[vlc-devel] [PATCH 1/2] vout/opengl: add direct rendering support (OpenGL 4.4)
Hugo Beauzée-Luyssen
hugo at beauzee.fr
Tue Jan 3 17:18:57 CET 2017
On 01/03/2017 04:45 PM, Thomas Guillem wrote:
> This commit adds support for direct rendering with YUV/RGB software chromas.

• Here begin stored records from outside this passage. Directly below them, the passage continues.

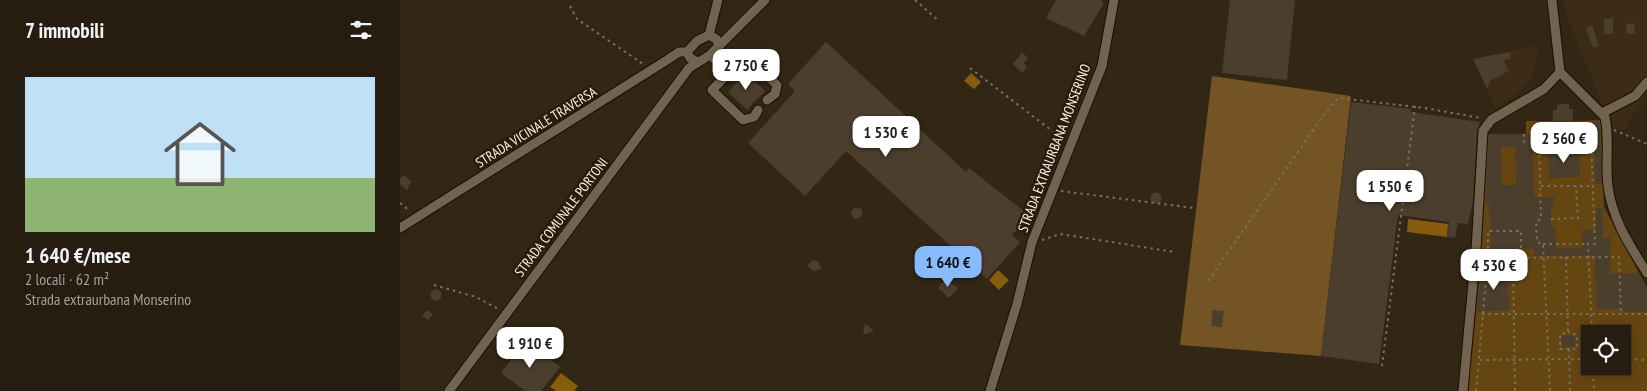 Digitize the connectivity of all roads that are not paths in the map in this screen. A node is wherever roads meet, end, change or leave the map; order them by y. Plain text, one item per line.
1 (718, 0) edge
2 (1114, 0) edge
3 (1552, 0) edge
4 (762, 3) edge
5 (709, 34) junction
6 (719, 45) junction
7 (687, 52) junction
8 (710, 55) junction
9 (697, 62) junction
10 (1560, 72) junction
11 (729, 73) junction
12 (1647, 82) edge
13 (767, 100) dead end
14 (758, 110) dead end
15 (1602, 113) junction
16 (400, 228) edge
17 (1647, 273) edge
18 (448, 391) edge
19 (990, 391) edge
20 (1463, 391) edge

1 - 5 street
2 - 19 street, STRADA EXTRAURBANA MONSERINO
3 - 10 street
4 - 6 street, STRADA COMUNALE PORTONI
5 - 6 street
5 - 7 street, STRADA VICINALE TRAVERSA
6 - 8 street, STRADA COMUNALE PORTONI
7 - 9 street
7 - 16 street, STRADA VICINALE TRAVERSA
8 - 9 street, STRADA COMUNALE PORTONI
8 - 11 street
9 - 18 street, STRADA COMUNALE PORTONI
10 - 15 street
10 - 20 street
11 - 13 street
11 - 14 street
12 - 15 street
15 - 17 street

> This is done using Pixel Buffer Object (PBO, A Buffer Object that is used for
> asynchronous pixel transfer operations) [1][2]. PBO are present since a long
> time for OpenGL and since 3.0 for OpenGLES.
>
> But there is a problem, VLC software decoders and video filters might need to
> read pictures buffers while they're being displayed. Therefore, the basic use
> case of PBOs can't work (since you need to unmap the buffer before displaying
> it).
>
> To solve this issue, we need to use persistent mapped buffers[3]. This can be
> done using the glBufferStorage() function with the GL_MAP_PERSISTENT_BIT flag.
>
> Unfortunately, this new API is only present since OpenGL 4.4 and as an
> extension since OpenGLES 3.1 (so no Android, macos and ios support).
>
> References:
> [1]: https://www.khronos.org/opengl/wiki/Pixel_Buffer_Object
> [2]: http://www.songho.ca/opengl/gl_pbo.html
> [3]: https://www.khronos.org/opengl/wiki/Buffer_Object_Streaming
> ---
> NEWS | 1 +
> modules/video_output/opengl/converters.c | 300 +++++++++++++++++++++++++++++-
> modules/video_output/opengl/internal.h | 22 +++
> modules/video_output/opengl/vout_helper.c | 24 +++
> 4 files changed, 340 insertions(+), 7 deletions(-)
>
> diff --git a/NEWS b/NEWS
> index 8aba9cfc4d..350098fcbe 100644
> --- a/NEWS
> +++ b/NEWS
> @@ -150,6 +150,7 @@ Video ouput:
> * EFL Evas video output with Tizen TBM Surface support
> * New OpenGL provider for Windows
> * Drop OpenGL 1.x and OpenGL ES 1 support
> + * Direct rendering with OpenGL (starting OpenGL 4.4)
>
> Text renderer:
> * CTL support through Harfbuzz in the Freetype module
> diff --git a/modules/video_output/opengl/converters.c b/modules/video_output/opengl/converters.c
> index 8b6b4b40a6..f278bb96ae 100644
> --- a/modules/video_output/opengl/converters.c
> +++ b/modules/video_output/opengl/converters.c
> @@ -22,10 +22,11 @@
> # include "config.h"
> #endif
>
> -#include <vlc_memory.h>
> -
> #include <assert.h>
> +#include <limits.h>
> +#include <stdlib.h>
>
> +#include <vlc_memory.h>
> #include "internal.h"
>
> #ifndef GL_RED
> @@ -35,6 +36,30 @@
> #define GL_R16 0
> #endif
>
> +#ifdef VLCGL_HAS_PBO
> +# ifndef GL_UNPACK_ROW_LENGTH
> +# error "PBO without GL_UNPACK_ROW_LENGTH"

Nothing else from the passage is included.